Carlo Grante is one of Europe’s foremost concert artists, having performed in such major venues and prestigious halls as the Grosser Saal of the Konzerthaus and the Goldener Saal of the Musikverein in Vienna; Wigmore Hall and Barbican Hall in London; the Sala Santa Cecilia in Rome; Leipzig Gewandhaus; Dresden Semperoper; Stuttgart Opera; and in New York, Chicago, Milan, Tokyo, Hong Kong, Singapore, Hanoi, Zagreb, Bucharest, Lima and Rio de Janeiro. In May 2014 he made his Washington, D.C. debut at the Terrace Theater of the John F. Kennedy Center for the Performing Arts.  He has performed at the festivals of Vienna, Istanbul, Husum, Newport, Miami, Tallin, Ravello, and MDR Musiksommer, and the “Neuhaus Festival” in Saratov. He has appeared as soloist with major orchestras including the Dresden Staatskapelle, Royal Philharmonic in London, Vienna Symphony, Orchestra of St. Cecilia, Pomeriggi Musicali di Milano, MDR Leipzig, Capella Istropolitana, Chamber Orchestra of Europe, and Concertino Wien.

In 1996, on the occasion of two recitals at Wigmore Hall in London, the reviewer of Musical Opinion wrote, “the discs of Grante had shown astonishing qualities...his live performances have then proved him to be the first-rate pianist that his discs suggested.” In 1997, after a series of six recitals in New York, Bernard Holland of The New York Times wrote, “Carlo Grante…systematically demonstrated technical ability, but it was a prowess that went beyond muscle and speed. Here was not just attractive color but color with a purpose.” Eminent author and critic Harold Schonberg said that Grante demonstrated “real, stylish virtuoso playing, nimble and confident, backed by a splendid piano tone. Fingerwork is impeccable…[The] playing has color and imagination.”
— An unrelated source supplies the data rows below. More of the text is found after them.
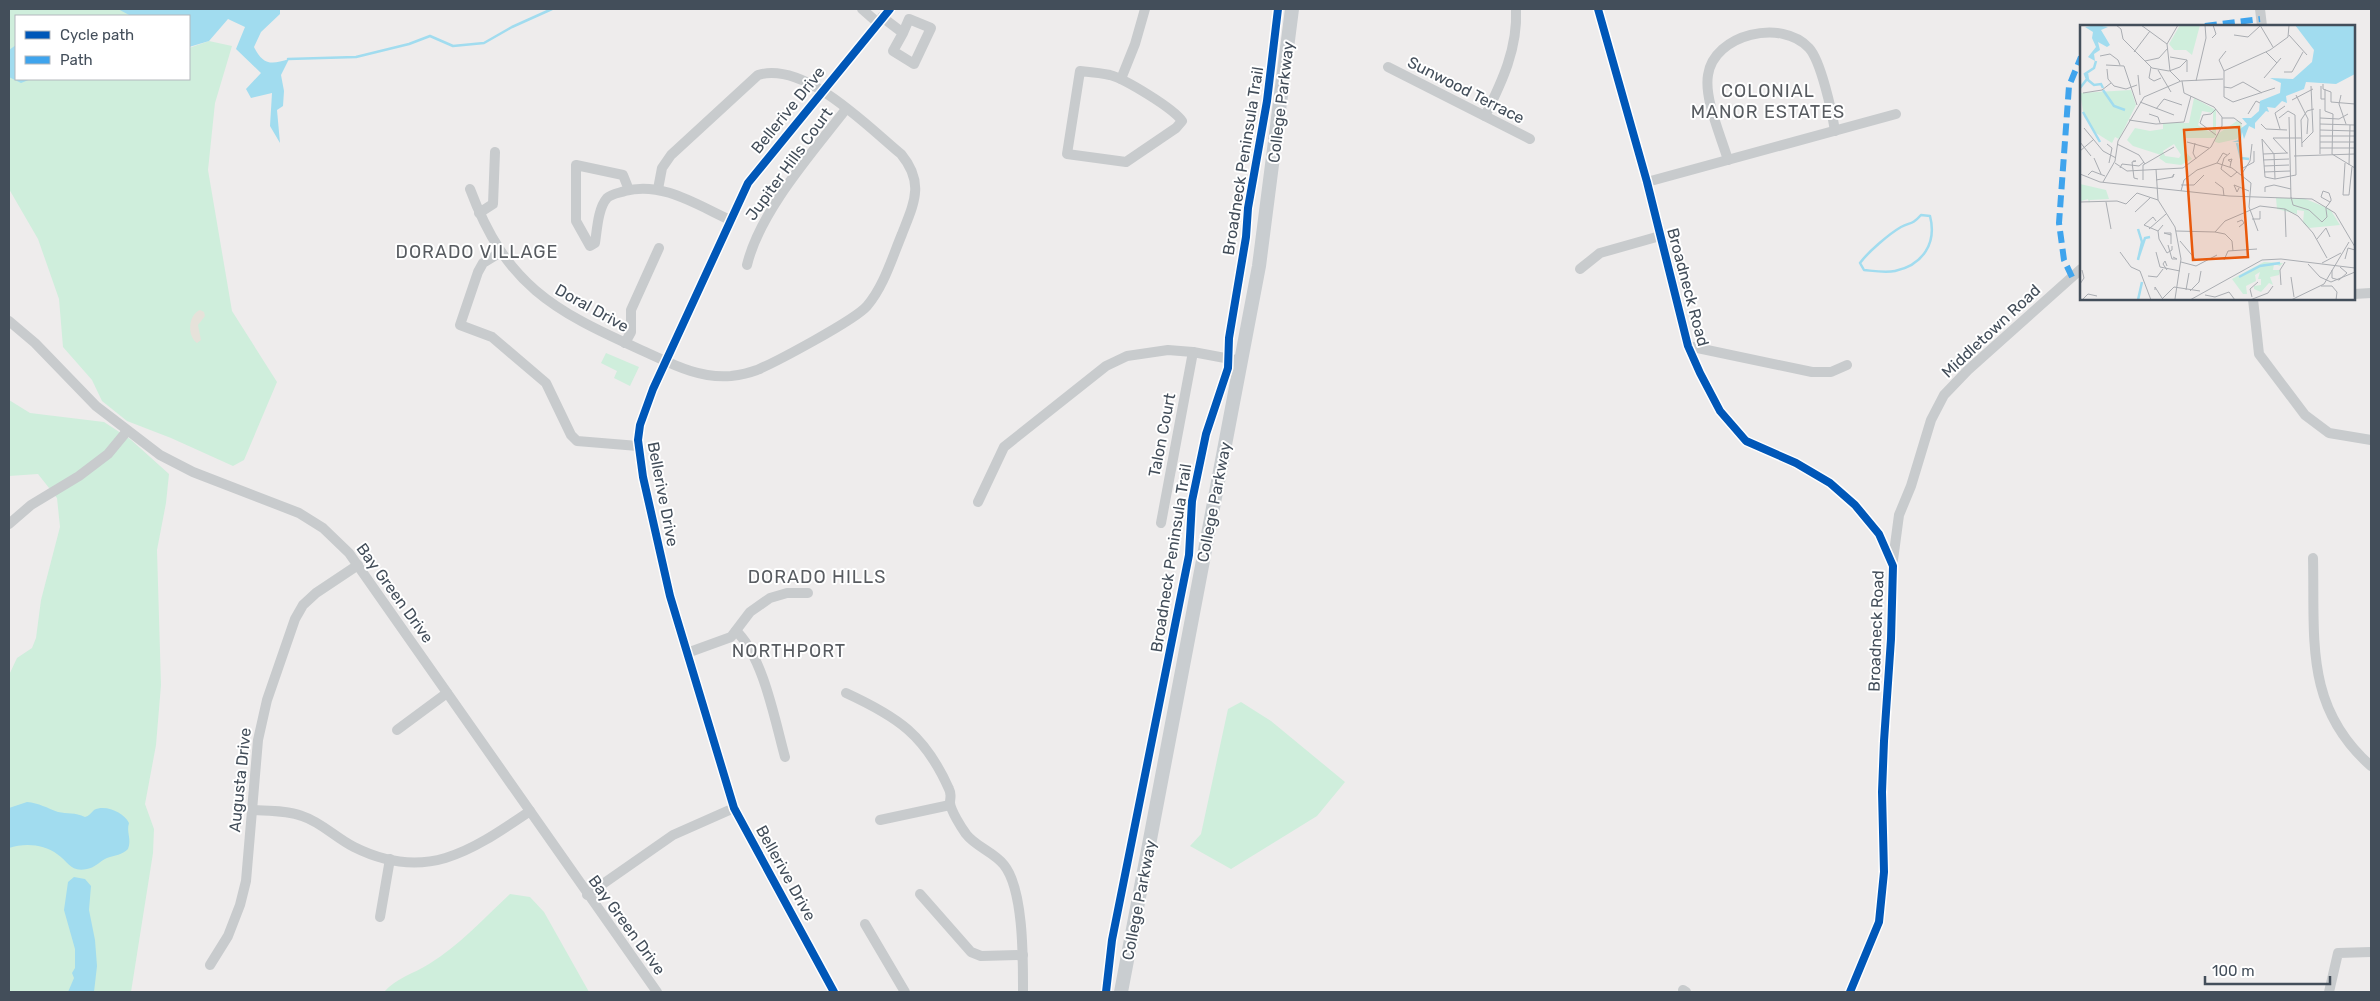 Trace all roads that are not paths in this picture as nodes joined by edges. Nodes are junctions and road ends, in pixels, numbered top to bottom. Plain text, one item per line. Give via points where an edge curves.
1 (862, 9) edge
2 (890, 9) edge
3 (1146, 9) edge
4 (1292, 9) edge
5 (1516, 9) edge
6 (1598, 9) edge
7 (2260, 9) edge
8 (880, 20) junction
9 (2262, 25) edge
10 (903, 33) dead end
11 (1388, 67) dead end
12 (1122, 79) junction
13 (822, 90) junction
14 (846, 109) junction
15 (1896, 114) dead end
16 (1485, 116) junction
17 (1835, 131) junction
18 (1530, 139) dead end
19 (495, 152) dead end
20 (1728, 160) junction
21 (1647, 182) junction
22 (470, 189) dead end
23 (658, 189) junction
24 (629, 190) junction
25 (478, 212) junction
26 (730, 220) junction
27 (1660, 236) junction
28 (659, 248) dead end
29 (501, 252) junction
30 (747, 265) dead end
31 (1580, 269) dead end
32 (2080, 270) edge
33 (2355, 294) edge
34 (2371, 294) edge
35 (2253, 300) edge
36 (9, 321) edge
37 (625, 343) junction
38 (1688, 346) junction
39 (1193, 352) junction
40 (666, 361) junction
41 (1241, 361) junction
42 (1848, 365) dead end
43 (127, 431) junction
44 (2371, 440) edge
45 (638, 446) junction
46 (978, 502) dead end
47 (1161, 523) dead end
48 (9, 524) edge
49 (2313, 558) dead end
50 (358, 565) junction
51 (1893, 566) junction
52 (808, 593) dead end
53 (736, 631) junction
54 (687, 653) junction
55 (447, 693) junction
56 (846, 693) dead end
57 (396, 730) dead end
58 (785, 757) dead end
59 (2371, 766) edge
60 (950, 804) junction
61 (734, 808) junction
62 (252, 810) junction
63 (530, 811) junction
64 (880, 820) dead end
65 (390, 859) junction
66 (920, 894) dead end
67 (587, 895) junction
68 (380, 916) dead end
69 (866, 924) dead end
70 (2371, 952) edge
71 (1023, 955) junction
72 (210, 965) dead end
73 (657, 992) edge
74 (834, 992) edge
75 (905, 992) edge
76 (1023, 992) edge
77 (1122, 992) edge
78 (1850, 992) edge
79 (2329, 992) edge

1 - 8 street
2 - 8 street, Bellerive Drive
3 - 12 street
4 - 41 main road, College Parkway via 1268,205
5 - 16 street via 1510,59
6 - 21 street, Broadneck Road
7 - 9 street
8 - 10 street
8 - 13 street, Bellerive Drive
11 - 16 street, Sunwood Terrace
12 - 12 street via 1080,71 1067,154 1126,162 1182,121 1166,106
13 - 14 street, Jupiter Hills Court
13 - 23 street, Jupiter Hills Court via 789,74 758,74 671,155 662,168
13 - 26 street, Bellerive Drive via 753,174
14 - 30 street, Jupiter Hills Court via 758,230
14 - 40 street, Jupiter Hills Court via 901,154 912,170 916,187 911,211 885,275 867,306 777,359 745,373 707,375
15 - 17 street
16 - 18 street, Sunwood Terrace
17 - 20 street
17 - 20 street via 1814,55 1801,40 1771,31 1729,42 1709,67 1707,88
19 - 25 street via 493,204
20 - 21 street
21 - 27 street, Broadneck Road
22 - 25 street, Doral Drive
23 - 24 street
23 - 26 street
24 - 24 street via 623,175 576,165 576,221 590,246 595,243 606,199
25 - 29 street, Doral Drive
26 - 40 street, Bellerive Drive
27 - 31 street via 1600,253
27 - 38 street, Broadneck Road
28 - 37 street via 631,310 631,332
29 - 37 street, Doral Drive via 525,282 553,306
29 - 45 street via 483,264 478,272 460,325 492,337 546,383 577,441
32 - 51 street, Middletown Road via 1944,395 1931,420 1899,515
33 - 34 street
35 - 44 street via 2259,354 2305,415 2329,433
36 - 43 street, Bay Green Drive via 96,406
37 - 40 street, Doral Drive
38 - 42 street via 1812,372 1831,372
38 - 51 street, Broadneck Road via 1720,411 1746,441 1796,463 1830,483 1855,505 1879,534
39 - 41 street
39 - 46 street via 1146,352 1106,366 1004,447
39 - 47 street, Talon Court
40 - 45 street, Bellerive Drive via 640,425
41 - 77 main road, College Parkway
43 - 48 street via 108,454 31,505
43 - 50 street, Bay Green Drive via 160,455 193,472 287,507 311,520 334,537
45 - 54 street, Bellerive Drive via 642,477 668,587
49 - 59 street via 2316,660 2324,701 2343,736
50 - 55 street, Bay Green Drive
50 - 62 street, Augusta Drive via 316,593 295,619 262,721
51 - 78 street, Broadneck Road via 1883,767 1884,872 1879,922
52 - 53 street via 787,593 770,598 750,612
53 - 54 street via 725,641
53 - 58 street via 756,660
54 - 61 street, Bellerive Drive
55 - 57 street
55 - 63 street, Bay Green Drive
56 - 60 street via 889,714 918,737 940,768 952,794
60 - 64 street
60 - 71 street via 966,834 1005,866 1019,916
61 - 67 street via 673,835
61 - 74 street, Bellerive Drive
62 - 65 street via 301,816 354,846
62 - 72 street, Augusta Drive via 246,881 240,905 228,936
63 - 65 street via 482,843 455,856 423,862
63 - 67 street, Bay Green Drive
65 - 68 street
66 - 71 street via 971,952 981,956
67 - 73 street, Bay Green Drive
69 - 75 street
70 - 79 street via 2338,953
71 - 76 street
Mr. Grante’s recitals and concerto performances have been greeted with enthusiasm; a reviewer described Grante’s Mozart Fantasia as “a small, quiet miracle” (Leipziger Volkszeitung); another dubbed Grante “a knight of the piano, without blemish and without fear...” (Schmidt, Die Presse, Vienna); another praised “Grante’s meticulous, thoughtful virtuosity and stylistic insights…like Horowitz, Grante is a master at creating a multicolored portfolio of legato shadings through fingers alone, pedaling ever so discreetly” (Gramophone).

Carlo Grante graduated from the Conservatory S. Cecilia in Rome, studying with Sergio Perticaroli, after which he studied in the U.S. with Ivan Davis at the University of Miami and at The Juilliard School in New York with Rudolf Firkušný; he then studied intensively in London with Alice Kezeradze-Pogorelich.

A Bösendorfer artist, Carlo Grante is also a widely-published writer on the piano literature. He lives in Rome.